### TASK OBJECTIVE
Exactly and without additions, transcribe the line that contains "pinky tip: (644, 692)" and every line after it in the data.

---------- DATA EXTRACT ----------

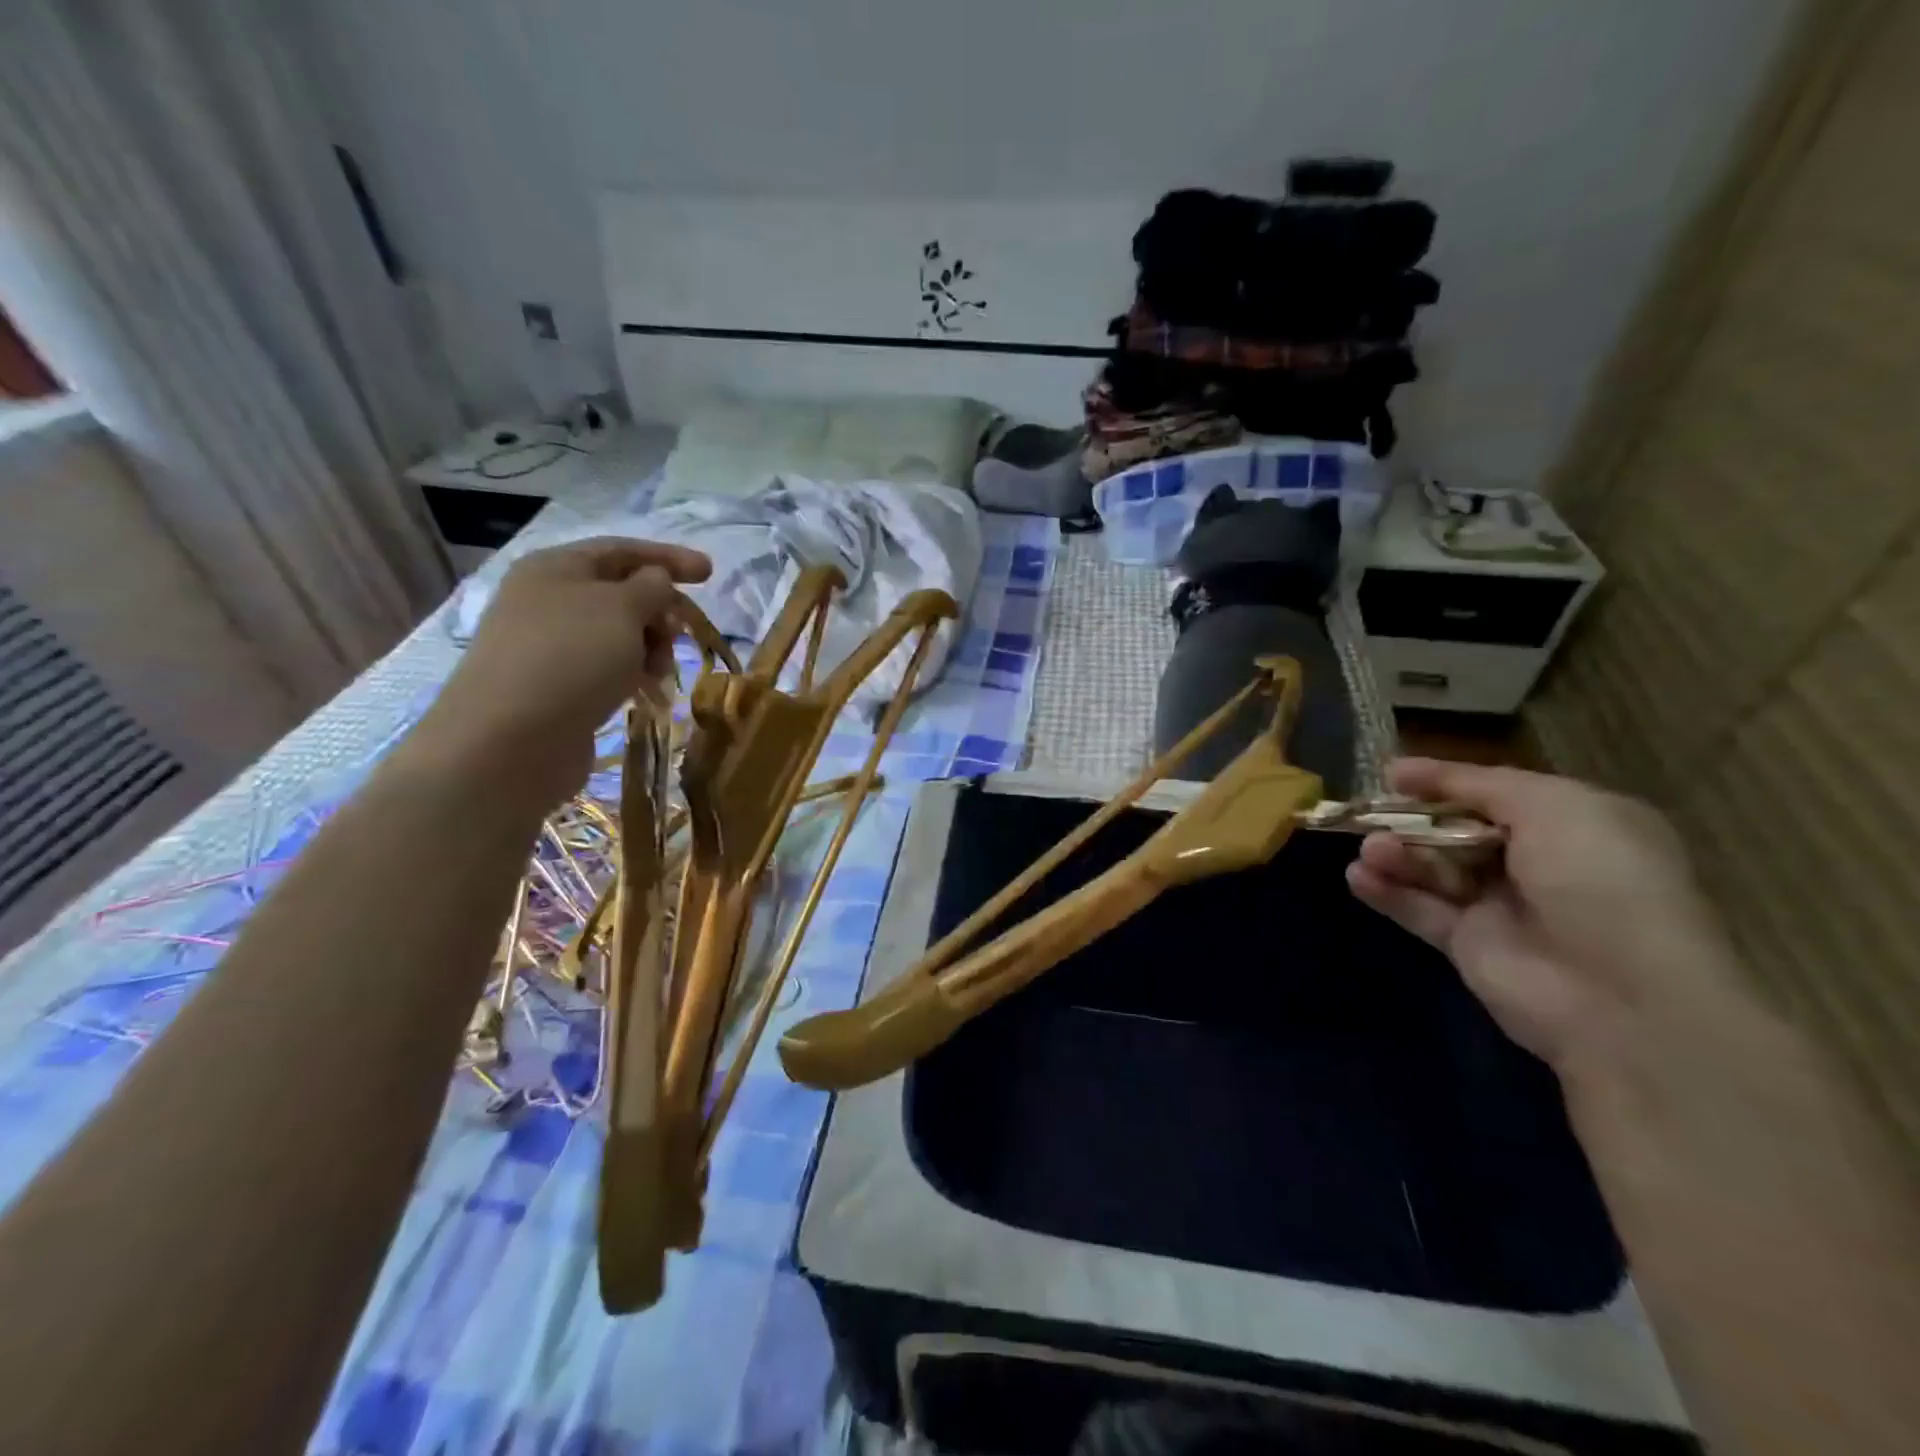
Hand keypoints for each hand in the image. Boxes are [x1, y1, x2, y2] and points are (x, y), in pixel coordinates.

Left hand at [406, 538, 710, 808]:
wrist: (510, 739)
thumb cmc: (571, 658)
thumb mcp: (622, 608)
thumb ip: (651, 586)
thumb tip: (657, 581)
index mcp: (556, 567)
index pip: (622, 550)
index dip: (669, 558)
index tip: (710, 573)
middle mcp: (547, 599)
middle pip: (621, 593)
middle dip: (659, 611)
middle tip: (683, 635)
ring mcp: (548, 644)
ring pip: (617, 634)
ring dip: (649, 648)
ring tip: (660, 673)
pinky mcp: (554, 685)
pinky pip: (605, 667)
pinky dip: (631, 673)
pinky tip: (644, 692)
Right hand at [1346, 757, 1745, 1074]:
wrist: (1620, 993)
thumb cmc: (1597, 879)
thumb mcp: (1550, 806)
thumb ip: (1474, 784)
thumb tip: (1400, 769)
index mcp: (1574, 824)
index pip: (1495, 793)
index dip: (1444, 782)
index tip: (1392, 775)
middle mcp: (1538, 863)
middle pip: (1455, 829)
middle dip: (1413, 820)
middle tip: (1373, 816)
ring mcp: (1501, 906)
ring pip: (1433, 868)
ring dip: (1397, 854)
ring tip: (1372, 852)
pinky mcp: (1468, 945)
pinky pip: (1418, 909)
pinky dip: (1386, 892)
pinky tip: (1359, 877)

----------

### RESPONSE
pinky tip: (644, 692)
Right hand at [1346, 757, 1745, 1074]:
wrist: (1620, 993)
thumb cmc: (1597, 879)
thumb mcp: (1550, 806)
thumb ip: (1474, 784)
thumb tip: (1400, 769)
index mcp: (1574, 824)
index pip: (1495, 793)
index dip: (1444, 782)
index tip: (1392, 775)
middle mcp: (1538, 863)
middle pip: (1455, 829)
middle dip: (1413, 820)
middle tip: (1373, 816)
ring mcp: (1501, 906)
ring pip: (1433, 868)
ring dip: (1397, 854)
ring tip: (1372, 852)
pinky mcp: (1468, 945)
pinky pip: (1418, 909)
pinky dip: (1386, 892)
pinky tip: (1359, 877)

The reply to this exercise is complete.